Saved data entries:
*-*-*

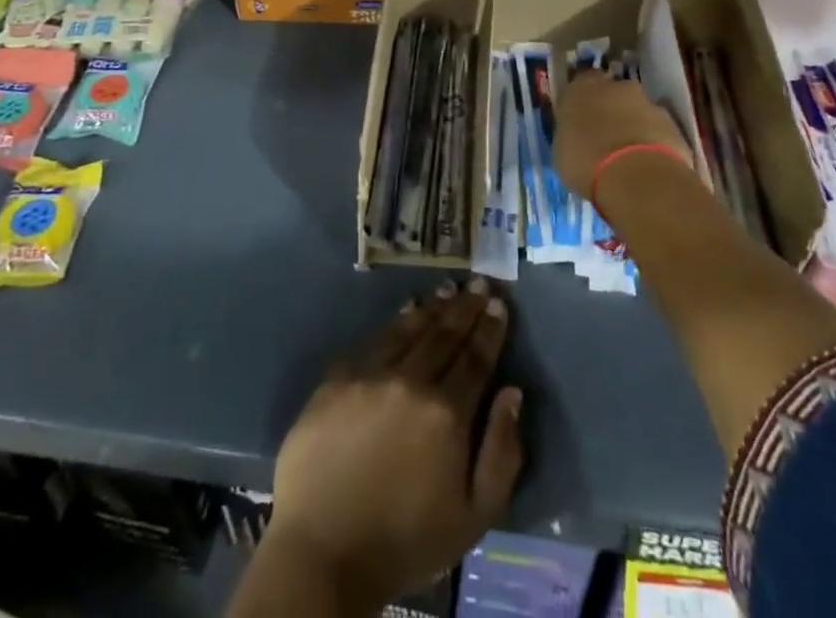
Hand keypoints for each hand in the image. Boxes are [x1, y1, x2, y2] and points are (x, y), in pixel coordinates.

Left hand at [263, 279, 523, 609]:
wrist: (322, 552)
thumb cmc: (404, 541)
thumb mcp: (473, 517)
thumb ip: (501, 453)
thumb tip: (513, 393)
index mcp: (447, 413)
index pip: (476, 359)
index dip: (490, 330)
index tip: (499, 305)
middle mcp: (411, 381)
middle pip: (445, 336)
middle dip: (466, 308)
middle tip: (480, 284)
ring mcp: (371, 374)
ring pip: (410, 330)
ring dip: (434, 307)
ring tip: (449, 288)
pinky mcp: (337, 378)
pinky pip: (373, 339)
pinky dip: (395, 321)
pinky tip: (405, 311)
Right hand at [554, 72, 690, 202]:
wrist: (637, 176)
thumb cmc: (586, 162)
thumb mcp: (562, 151)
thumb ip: (571, 134)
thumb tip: (577, 135)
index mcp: (581, 88)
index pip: (580, 83)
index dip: (582, 101)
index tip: (580, 118)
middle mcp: (615, 86)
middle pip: (612, 92)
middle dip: (610, 109)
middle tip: (604, 136)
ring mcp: (647, 102)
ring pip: (637, 109)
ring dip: (633, 124)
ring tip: (628, 155)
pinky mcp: (672, 123)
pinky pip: (657, 129)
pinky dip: (653, 141)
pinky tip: (647, 164)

*-*-*

Filter the records above for "ring" and copy every matching line.

ring mcp: (371, 374)
ring pip: (410, 330)
ring dip: (434, 307)
ring tip: (449, 288)
ring mcp: (647, 102)
ring pip: (637, 109)
ring dip: (633, 124)
ring tip: (628, 155)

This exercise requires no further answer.